Since 2020, Apple computers come in two flavours: those powered by Intel CPUs, and those powered by “Apple Silicon” M1 (soon M2) CPUs. Because those CPUs use different instruction sets (x86_64 for Intel CPUs; arm64 or aarch64 for Apple CPUs), programs compiled for one kind of CPU cannot, in principle, run on the other kind of CPU.
I wrote “in principle” because in reality, Apple uses a system called Rosetta that does allow programs compiled for the x86_64 architecture to run on arm64 CPUs – it’s a neat trick they had also used several years before, during the PowerPC-to-Intel transition, when it was possible to run programs compiled for PowerPC on (then new) Intel-based Macs.
Two things however should be noted about the Rosetta emulation thing. First, it only works in one direction, to run x86_64 binaries on arm64 machines – as far as I know, it does not allow to run arm64 binaries on x86_64 machines. Second, despite Apple’s claims that the technology is performant enough that users should not notice any difference when a program is run under emulation compared to when it is run on its proper target architecture, the truth is (unsurprisingly) that emulation does incur some performance penalties. Such penalties can be very much noticeable, and developers are advised to provide arm64-targeting binaries.

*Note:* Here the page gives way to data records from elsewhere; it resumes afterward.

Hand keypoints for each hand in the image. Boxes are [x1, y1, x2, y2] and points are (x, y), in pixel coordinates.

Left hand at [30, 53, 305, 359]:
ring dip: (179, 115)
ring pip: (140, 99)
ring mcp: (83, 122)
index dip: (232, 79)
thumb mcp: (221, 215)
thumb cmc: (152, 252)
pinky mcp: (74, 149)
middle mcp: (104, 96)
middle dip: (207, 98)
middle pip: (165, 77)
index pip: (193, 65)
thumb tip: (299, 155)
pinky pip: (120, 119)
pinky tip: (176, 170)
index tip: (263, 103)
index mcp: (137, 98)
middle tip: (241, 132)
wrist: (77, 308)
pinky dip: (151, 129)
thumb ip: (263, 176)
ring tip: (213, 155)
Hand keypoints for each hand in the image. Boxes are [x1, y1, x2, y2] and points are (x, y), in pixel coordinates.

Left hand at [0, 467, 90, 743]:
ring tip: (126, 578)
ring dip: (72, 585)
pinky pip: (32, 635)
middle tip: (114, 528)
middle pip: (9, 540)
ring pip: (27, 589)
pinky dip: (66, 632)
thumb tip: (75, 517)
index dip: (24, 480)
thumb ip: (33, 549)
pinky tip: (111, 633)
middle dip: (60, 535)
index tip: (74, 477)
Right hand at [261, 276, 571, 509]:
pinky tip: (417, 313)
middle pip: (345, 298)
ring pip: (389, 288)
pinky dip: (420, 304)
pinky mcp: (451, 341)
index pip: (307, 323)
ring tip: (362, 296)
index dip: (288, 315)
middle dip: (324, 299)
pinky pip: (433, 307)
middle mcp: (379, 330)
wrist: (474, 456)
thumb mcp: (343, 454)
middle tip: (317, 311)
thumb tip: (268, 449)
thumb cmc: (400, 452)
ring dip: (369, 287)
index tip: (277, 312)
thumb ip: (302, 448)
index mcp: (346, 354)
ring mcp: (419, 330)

It is of course possible, for each application, to provide two variants: one for Intel-based Macs and one for Apple-based Macs, and to let users pick the appropriate variant for their machines. From a user perspective however, a better solution is to use another Apple trick: universal binaries.

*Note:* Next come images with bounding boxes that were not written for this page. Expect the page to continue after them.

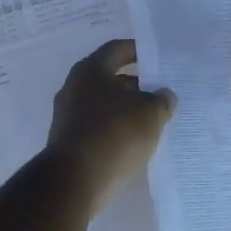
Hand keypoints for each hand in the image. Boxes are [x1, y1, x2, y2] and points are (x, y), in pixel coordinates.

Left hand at [45, 39, 175, 209]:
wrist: (75, 180)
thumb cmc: (115, 133)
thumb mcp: (151, 113)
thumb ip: (161, 100)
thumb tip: (164, 95)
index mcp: (91, 70)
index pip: (116, 49)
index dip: (137, 50)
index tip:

Universal binaries, sometimes called “fat binaries”, are standard Mach-O binaries that happen to contain executable code for different architectures, for example for both x86_64 and arm64. When the executable is run on a Intel-based machine, the x86_64 code is executed; on a Apple-based machine, the arm64 code is executed. This allows to distribute a single binary that will run natively no matter the type of machine it is run on. (This is another trick that was also used during the PowerPC-to-Intel transition.)

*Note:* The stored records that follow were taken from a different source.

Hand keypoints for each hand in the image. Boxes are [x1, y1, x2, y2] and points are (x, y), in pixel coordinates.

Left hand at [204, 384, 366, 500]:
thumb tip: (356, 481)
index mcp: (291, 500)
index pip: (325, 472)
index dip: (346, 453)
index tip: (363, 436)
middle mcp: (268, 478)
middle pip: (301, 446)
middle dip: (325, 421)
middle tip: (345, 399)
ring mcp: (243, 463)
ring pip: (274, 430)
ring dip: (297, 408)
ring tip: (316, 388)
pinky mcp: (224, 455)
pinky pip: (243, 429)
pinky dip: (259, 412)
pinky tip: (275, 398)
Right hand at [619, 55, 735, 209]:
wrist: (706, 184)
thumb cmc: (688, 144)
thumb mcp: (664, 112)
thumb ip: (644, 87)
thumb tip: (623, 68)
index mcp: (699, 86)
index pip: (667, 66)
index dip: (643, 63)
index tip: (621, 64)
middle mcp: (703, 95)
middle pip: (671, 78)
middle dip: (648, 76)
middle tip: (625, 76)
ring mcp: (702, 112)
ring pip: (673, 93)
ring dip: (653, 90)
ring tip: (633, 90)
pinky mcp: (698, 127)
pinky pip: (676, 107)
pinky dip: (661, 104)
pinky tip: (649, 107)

Applications written in Java are typically compiled into “byte code” that targets a Java Virtual Machine (JVM) rather than a real CPU. Thus, such applications are normally oblivious of the architecture of the real computer they run on, as long as a Java Virtual Machine is available for that architecture.
Things do no work so well, however, when you combine Rosetta with a Java Virtual Machine – that is, when all you have to run your Java application on a M1-powered computer is a Java virtual machine intended for the x86_64 architecture. It does work, but the performance penalty for the double emulation layer (with Rosetta translating the x86_64 code of the virtual machine into arm64 code, which then has to execute the Java byte code1) can hit really hard, which is not really surprising. So, Java applications should really be run with a Java virtual machine intended for the real architecture of the computer, and not rely at all on Rosetta.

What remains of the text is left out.